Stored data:
+ + + +
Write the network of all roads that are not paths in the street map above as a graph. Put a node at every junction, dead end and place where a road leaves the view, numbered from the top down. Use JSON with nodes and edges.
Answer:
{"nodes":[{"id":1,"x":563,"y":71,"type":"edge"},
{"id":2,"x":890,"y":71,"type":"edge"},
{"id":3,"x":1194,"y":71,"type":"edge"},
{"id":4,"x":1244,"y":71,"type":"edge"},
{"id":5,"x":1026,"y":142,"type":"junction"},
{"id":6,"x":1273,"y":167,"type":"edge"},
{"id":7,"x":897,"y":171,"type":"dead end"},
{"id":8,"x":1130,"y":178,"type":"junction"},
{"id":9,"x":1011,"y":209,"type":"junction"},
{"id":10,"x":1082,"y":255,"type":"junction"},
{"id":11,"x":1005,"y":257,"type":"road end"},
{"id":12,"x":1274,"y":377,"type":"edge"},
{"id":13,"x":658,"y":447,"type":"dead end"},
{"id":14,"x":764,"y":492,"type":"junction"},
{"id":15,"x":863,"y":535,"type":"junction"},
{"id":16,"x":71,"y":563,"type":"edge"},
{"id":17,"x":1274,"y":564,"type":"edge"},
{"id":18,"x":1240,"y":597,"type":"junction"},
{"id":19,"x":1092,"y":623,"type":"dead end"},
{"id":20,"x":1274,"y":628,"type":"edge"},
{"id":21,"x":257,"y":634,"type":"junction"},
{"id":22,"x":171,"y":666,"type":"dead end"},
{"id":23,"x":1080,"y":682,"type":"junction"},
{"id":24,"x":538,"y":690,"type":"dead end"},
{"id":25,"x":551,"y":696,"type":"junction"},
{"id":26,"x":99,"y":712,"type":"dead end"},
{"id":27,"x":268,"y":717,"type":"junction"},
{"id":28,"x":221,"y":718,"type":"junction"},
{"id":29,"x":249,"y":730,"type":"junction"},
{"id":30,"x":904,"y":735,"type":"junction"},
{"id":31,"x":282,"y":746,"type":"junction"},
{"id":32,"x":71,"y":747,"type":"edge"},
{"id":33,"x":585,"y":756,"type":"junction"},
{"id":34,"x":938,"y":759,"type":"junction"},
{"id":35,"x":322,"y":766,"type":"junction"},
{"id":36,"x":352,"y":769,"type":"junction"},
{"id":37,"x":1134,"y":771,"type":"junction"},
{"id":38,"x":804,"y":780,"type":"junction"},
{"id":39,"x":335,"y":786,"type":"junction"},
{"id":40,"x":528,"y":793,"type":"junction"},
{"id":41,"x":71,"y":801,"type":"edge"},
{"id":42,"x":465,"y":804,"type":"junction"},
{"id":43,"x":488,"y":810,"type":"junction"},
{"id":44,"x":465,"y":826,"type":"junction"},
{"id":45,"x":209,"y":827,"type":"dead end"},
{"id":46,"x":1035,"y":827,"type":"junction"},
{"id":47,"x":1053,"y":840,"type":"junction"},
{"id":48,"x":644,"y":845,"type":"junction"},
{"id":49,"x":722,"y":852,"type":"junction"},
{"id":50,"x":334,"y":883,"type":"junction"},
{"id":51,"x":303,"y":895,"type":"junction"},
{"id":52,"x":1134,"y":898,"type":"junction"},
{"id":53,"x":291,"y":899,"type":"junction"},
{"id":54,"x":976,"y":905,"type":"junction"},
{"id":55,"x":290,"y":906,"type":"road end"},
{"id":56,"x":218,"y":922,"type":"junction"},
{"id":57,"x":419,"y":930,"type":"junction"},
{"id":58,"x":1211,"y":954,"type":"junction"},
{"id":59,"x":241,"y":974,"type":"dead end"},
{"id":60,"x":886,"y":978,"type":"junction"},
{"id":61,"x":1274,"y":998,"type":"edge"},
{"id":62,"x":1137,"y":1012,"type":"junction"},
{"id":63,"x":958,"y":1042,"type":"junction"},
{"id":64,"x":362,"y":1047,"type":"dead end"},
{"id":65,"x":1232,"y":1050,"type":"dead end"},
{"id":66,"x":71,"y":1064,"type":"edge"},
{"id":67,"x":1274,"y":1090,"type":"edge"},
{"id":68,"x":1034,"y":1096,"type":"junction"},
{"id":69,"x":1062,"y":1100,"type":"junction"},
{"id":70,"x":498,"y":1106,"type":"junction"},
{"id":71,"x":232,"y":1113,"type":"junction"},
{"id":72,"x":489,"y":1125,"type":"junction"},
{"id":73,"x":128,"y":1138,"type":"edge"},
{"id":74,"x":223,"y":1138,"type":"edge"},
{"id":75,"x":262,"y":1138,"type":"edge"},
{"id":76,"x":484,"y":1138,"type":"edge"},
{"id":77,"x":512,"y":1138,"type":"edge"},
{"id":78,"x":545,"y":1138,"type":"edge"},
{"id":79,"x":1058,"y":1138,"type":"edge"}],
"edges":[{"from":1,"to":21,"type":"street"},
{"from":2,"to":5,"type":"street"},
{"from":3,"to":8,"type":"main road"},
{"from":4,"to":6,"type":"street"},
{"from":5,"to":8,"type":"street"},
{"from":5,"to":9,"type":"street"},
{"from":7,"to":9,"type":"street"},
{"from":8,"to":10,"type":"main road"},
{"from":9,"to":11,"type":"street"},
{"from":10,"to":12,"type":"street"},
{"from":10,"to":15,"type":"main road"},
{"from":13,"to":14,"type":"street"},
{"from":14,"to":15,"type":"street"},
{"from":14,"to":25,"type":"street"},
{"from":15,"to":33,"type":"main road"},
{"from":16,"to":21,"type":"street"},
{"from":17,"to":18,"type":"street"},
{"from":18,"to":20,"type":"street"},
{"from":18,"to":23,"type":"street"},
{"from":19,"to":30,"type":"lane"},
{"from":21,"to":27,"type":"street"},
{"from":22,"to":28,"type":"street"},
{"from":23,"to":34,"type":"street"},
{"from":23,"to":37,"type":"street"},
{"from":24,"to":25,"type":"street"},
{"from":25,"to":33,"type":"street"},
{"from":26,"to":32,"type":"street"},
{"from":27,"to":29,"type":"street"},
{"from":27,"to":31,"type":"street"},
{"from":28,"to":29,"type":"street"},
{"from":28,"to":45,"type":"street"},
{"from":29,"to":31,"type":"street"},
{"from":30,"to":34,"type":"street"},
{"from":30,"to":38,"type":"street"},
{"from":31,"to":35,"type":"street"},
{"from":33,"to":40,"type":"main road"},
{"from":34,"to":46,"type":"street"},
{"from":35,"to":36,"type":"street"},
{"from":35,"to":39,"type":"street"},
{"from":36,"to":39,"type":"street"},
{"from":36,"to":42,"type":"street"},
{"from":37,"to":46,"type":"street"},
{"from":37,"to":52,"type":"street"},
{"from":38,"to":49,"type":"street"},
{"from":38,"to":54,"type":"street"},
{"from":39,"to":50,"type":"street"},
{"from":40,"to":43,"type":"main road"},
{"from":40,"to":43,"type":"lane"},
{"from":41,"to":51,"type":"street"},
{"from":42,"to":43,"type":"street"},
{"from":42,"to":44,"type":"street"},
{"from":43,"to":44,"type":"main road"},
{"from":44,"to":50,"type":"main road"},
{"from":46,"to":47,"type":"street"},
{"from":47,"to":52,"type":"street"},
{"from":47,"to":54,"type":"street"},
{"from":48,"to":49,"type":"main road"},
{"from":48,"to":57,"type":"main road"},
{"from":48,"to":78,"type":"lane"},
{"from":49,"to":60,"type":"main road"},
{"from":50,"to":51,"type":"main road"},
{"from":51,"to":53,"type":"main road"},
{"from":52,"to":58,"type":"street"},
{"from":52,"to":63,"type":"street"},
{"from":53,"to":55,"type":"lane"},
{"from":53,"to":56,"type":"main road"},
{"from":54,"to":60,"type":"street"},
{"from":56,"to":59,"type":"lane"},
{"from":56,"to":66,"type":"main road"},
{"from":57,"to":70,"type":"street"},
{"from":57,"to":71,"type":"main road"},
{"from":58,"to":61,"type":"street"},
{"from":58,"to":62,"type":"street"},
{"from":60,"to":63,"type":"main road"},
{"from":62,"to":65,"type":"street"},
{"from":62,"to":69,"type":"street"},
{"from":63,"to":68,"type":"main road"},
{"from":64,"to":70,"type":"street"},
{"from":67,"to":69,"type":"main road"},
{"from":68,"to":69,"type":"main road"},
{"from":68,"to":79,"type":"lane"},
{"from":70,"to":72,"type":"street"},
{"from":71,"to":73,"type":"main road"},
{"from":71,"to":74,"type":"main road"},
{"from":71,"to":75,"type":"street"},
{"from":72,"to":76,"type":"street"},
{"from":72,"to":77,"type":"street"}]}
+ + + +
Among the lines above, return each one holding the string "edges".

» TASK RESULT:
Write the network of all roads that are not paths in the street map above as a graph. Put a node at every junction, dead end and place where a road leaves the view, numbered from the top down. Use JSON with nodes and edges.
"edges":[{"from":1,"to":21,"type":"street"},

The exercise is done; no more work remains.